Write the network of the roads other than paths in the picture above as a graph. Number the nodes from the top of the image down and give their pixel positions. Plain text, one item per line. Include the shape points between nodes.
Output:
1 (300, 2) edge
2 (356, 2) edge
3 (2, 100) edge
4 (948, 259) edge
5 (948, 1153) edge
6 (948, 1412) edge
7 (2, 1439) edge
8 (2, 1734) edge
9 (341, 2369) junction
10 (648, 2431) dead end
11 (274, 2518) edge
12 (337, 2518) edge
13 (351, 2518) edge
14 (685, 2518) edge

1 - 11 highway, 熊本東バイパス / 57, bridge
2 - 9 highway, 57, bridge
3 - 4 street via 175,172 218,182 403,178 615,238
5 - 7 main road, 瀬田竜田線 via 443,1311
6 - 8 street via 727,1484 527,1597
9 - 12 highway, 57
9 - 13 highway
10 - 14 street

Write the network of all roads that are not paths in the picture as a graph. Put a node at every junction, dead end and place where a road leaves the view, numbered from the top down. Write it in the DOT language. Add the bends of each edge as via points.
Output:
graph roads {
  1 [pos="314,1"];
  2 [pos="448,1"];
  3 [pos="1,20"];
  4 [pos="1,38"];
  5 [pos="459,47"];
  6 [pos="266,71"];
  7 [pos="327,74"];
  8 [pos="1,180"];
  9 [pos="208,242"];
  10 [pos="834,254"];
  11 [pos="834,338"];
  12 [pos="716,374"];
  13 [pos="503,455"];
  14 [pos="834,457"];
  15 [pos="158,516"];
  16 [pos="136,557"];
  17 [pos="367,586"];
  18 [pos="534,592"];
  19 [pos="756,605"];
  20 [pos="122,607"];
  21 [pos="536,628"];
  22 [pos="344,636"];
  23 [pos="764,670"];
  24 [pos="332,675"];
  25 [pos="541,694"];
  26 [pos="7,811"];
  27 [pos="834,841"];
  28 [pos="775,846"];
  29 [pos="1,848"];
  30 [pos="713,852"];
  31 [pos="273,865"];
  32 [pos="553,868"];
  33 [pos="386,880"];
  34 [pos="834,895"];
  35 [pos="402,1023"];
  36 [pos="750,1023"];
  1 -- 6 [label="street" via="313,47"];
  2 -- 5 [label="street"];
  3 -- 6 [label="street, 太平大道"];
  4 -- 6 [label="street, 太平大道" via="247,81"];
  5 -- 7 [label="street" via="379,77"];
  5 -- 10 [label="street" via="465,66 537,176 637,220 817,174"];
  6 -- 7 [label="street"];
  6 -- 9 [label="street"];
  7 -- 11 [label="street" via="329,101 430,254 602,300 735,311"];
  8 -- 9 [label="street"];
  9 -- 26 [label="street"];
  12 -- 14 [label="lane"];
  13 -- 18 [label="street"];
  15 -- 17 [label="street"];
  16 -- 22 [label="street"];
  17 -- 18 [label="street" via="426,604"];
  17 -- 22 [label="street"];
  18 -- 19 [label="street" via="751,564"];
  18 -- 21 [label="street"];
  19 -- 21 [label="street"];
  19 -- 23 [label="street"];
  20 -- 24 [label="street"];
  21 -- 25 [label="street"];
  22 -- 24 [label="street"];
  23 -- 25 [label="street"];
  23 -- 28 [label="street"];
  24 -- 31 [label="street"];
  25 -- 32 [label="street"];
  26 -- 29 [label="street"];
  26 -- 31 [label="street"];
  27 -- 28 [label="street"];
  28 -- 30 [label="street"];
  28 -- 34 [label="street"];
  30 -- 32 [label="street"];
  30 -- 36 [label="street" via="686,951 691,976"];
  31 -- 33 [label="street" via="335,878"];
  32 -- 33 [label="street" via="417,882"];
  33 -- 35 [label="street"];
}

* * * *

Copy the lines that hold the word "network". Take them from the records above.

__TASK OUTPUT__.
Write the network of the roads other than paths in the picture above as a graph. Number the nodes from the top of the image down and give their pixel positions. Plain text, one item per line. Include the shape points between nodes.
Write the network of all roads that are not paths in the picture as a graph. Put a node at every junction, dead end and place where a road leaves the view, numbered from the top down. Write it in the DOT language. Add the bends of each edge as via points.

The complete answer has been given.